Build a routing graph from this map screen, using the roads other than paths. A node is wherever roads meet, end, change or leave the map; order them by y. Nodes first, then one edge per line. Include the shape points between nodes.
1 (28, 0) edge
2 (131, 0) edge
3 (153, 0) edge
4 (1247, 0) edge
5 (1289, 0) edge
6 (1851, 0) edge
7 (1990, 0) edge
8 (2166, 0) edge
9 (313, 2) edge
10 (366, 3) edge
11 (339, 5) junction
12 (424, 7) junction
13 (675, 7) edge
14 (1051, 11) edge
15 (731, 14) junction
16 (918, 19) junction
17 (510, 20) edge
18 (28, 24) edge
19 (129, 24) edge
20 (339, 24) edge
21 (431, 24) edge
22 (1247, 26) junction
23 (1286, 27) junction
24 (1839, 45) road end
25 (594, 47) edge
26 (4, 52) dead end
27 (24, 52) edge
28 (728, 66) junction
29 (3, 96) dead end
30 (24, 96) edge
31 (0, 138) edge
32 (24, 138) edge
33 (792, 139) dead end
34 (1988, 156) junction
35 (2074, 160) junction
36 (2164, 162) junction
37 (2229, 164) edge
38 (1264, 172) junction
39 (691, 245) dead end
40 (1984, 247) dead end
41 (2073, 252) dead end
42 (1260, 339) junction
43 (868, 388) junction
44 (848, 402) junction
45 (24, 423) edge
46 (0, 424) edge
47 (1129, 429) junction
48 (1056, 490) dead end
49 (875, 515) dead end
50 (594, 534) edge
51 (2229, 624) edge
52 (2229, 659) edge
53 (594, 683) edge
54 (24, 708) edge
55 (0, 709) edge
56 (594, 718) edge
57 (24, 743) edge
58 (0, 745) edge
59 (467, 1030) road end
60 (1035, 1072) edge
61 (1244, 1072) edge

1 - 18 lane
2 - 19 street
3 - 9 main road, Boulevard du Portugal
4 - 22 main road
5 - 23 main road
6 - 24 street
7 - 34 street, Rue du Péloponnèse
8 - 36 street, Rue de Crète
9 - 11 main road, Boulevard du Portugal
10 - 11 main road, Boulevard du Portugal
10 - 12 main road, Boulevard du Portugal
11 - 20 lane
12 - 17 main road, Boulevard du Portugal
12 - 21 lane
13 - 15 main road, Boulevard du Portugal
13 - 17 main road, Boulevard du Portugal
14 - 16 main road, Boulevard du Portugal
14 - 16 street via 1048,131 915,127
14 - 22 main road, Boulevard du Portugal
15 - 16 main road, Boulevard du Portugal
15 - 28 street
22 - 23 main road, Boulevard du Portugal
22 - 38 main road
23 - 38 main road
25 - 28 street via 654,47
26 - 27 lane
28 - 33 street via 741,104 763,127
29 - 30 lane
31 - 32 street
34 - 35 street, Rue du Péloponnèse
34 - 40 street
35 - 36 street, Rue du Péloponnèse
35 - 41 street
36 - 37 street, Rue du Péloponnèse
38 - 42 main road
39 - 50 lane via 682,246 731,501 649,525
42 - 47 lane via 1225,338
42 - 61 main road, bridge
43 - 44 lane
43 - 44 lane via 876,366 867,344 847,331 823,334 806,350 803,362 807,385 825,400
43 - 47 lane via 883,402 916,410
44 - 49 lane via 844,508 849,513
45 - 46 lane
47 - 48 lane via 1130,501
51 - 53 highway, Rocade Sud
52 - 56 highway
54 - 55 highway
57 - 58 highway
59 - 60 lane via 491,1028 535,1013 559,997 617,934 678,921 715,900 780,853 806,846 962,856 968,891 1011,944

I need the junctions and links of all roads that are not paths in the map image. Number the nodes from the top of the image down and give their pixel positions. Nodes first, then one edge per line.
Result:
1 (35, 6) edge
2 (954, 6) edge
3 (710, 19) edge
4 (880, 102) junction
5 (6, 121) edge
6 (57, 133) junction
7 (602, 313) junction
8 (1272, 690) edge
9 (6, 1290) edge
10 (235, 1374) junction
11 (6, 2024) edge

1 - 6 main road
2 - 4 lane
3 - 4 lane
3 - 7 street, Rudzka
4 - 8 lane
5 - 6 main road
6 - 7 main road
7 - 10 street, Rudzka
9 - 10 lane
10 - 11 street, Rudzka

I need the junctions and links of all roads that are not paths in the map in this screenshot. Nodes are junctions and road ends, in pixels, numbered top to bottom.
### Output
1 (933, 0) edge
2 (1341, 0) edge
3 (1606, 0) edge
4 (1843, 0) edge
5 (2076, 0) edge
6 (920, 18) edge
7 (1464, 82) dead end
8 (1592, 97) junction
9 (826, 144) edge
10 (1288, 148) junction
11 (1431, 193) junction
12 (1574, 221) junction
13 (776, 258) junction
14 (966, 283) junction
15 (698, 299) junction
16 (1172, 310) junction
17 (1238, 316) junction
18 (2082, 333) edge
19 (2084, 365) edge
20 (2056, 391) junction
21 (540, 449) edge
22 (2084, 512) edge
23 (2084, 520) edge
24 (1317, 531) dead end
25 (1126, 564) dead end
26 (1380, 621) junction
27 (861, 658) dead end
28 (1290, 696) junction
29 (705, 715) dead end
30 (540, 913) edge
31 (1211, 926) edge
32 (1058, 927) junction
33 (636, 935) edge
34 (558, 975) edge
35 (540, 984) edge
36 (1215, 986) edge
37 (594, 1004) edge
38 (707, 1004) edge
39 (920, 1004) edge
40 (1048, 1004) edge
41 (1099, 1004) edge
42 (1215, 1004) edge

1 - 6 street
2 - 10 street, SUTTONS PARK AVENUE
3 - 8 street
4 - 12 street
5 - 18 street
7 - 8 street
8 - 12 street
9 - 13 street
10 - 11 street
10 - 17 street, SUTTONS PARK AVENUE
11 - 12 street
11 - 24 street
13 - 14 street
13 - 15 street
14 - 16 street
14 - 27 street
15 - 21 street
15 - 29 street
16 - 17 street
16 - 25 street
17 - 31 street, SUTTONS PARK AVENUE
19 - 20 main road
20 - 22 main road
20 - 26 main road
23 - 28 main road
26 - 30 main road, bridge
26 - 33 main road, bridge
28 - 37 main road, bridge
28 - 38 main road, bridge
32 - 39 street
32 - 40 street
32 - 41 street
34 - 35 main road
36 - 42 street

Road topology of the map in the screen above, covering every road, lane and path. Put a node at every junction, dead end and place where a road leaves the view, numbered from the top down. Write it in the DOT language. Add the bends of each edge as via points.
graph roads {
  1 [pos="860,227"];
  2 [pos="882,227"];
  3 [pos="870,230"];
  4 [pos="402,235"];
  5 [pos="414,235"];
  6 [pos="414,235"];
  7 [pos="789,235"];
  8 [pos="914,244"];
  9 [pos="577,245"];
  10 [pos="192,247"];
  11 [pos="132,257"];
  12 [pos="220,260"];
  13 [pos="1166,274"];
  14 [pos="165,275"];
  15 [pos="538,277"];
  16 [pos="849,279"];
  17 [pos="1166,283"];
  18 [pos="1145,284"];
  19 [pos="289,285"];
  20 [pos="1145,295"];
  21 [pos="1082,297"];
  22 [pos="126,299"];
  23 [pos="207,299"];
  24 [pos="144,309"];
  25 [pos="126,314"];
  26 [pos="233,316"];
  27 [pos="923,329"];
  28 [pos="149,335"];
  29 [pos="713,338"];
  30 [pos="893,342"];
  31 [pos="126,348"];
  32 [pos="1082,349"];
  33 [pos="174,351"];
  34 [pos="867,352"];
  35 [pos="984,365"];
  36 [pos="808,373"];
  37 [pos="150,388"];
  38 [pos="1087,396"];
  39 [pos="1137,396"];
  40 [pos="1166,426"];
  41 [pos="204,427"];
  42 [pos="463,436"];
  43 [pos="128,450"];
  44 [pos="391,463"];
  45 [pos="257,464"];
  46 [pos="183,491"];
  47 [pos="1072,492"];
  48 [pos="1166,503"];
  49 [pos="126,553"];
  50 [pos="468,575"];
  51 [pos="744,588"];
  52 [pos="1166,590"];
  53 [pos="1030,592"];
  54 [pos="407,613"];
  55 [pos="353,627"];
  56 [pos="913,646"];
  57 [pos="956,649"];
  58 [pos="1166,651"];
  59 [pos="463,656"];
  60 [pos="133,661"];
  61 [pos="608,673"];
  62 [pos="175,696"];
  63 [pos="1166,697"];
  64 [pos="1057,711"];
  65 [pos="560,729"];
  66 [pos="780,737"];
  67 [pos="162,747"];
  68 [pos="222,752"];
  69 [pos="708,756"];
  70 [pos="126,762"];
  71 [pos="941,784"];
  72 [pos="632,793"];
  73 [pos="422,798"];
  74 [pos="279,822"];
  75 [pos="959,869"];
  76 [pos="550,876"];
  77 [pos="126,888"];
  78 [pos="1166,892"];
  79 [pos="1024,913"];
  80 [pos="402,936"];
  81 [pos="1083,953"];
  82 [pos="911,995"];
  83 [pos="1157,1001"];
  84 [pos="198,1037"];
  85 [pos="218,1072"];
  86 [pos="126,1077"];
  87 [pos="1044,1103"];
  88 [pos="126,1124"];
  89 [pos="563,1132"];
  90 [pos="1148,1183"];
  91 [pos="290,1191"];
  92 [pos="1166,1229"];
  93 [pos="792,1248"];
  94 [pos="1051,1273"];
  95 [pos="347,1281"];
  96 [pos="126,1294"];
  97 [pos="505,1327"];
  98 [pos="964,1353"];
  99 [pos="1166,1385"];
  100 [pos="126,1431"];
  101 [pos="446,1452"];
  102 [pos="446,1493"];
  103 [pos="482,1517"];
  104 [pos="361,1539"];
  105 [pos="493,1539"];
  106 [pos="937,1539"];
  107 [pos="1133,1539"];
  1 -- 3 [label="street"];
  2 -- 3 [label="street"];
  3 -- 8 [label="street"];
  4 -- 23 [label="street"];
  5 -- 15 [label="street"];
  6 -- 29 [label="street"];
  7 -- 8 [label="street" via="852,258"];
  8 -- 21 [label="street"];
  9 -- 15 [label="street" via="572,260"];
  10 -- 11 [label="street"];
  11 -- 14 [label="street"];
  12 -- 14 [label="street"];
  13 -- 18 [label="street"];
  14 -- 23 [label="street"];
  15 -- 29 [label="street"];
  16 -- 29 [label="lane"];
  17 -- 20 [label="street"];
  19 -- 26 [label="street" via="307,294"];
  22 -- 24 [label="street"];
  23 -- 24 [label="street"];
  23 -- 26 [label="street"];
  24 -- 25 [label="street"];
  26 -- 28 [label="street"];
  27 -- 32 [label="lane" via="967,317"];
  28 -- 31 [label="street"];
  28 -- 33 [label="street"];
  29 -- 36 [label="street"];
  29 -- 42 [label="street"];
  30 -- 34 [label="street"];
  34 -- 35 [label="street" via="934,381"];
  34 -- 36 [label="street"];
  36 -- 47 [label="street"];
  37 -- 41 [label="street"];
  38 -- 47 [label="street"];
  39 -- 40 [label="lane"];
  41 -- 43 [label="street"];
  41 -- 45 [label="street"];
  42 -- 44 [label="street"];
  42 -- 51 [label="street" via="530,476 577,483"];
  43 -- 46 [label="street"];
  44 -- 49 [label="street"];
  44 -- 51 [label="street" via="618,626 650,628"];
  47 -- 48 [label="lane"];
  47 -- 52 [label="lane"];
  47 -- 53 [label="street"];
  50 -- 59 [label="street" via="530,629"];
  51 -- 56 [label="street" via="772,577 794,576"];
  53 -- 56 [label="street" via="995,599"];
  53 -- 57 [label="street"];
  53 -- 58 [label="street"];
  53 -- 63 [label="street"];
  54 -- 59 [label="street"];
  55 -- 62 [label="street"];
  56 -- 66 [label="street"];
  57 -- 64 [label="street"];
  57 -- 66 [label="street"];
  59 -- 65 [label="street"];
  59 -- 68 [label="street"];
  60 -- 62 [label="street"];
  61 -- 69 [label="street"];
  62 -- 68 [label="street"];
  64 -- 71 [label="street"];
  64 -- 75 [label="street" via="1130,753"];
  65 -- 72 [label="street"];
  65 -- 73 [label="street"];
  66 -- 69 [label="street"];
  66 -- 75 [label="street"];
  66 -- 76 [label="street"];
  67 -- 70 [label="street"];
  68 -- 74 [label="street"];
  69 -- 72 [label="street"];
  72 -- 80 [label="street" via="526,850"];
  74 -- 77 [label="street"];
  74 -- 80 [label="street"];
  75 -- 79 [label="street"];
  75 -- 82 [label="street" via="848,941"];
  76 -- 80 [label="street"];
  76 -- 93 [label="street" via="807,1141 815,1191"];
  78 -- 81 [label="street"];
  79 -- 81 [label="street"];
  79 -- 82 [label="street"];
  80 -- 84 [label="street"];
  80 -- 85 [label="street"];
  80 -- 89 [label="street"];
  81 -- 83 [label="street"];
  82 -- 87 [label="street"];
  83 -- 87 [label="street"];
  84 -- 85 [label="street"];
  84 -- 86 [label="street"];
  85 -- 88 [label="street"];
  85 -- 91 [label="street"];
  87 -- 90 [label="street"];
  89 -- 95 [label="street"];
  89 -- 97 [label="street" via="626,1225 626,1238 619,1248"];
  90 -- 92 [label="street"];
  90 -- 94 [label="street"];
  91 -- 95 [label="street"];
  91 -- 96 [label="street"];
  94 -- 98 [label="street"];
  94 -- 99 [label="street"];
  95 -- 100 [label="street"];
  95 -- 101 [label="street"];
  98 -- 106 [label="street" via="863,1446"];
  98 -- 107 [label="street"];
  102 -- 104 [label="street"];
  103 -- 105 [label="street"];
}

################

### [What the task asks]
In the listing above, find each line with the word "Rudzka" and return it.

### [Task solution]
3 - 7 street, Rudzka
7 - 10 street, Rudzka
10 - 11 street, Rudzka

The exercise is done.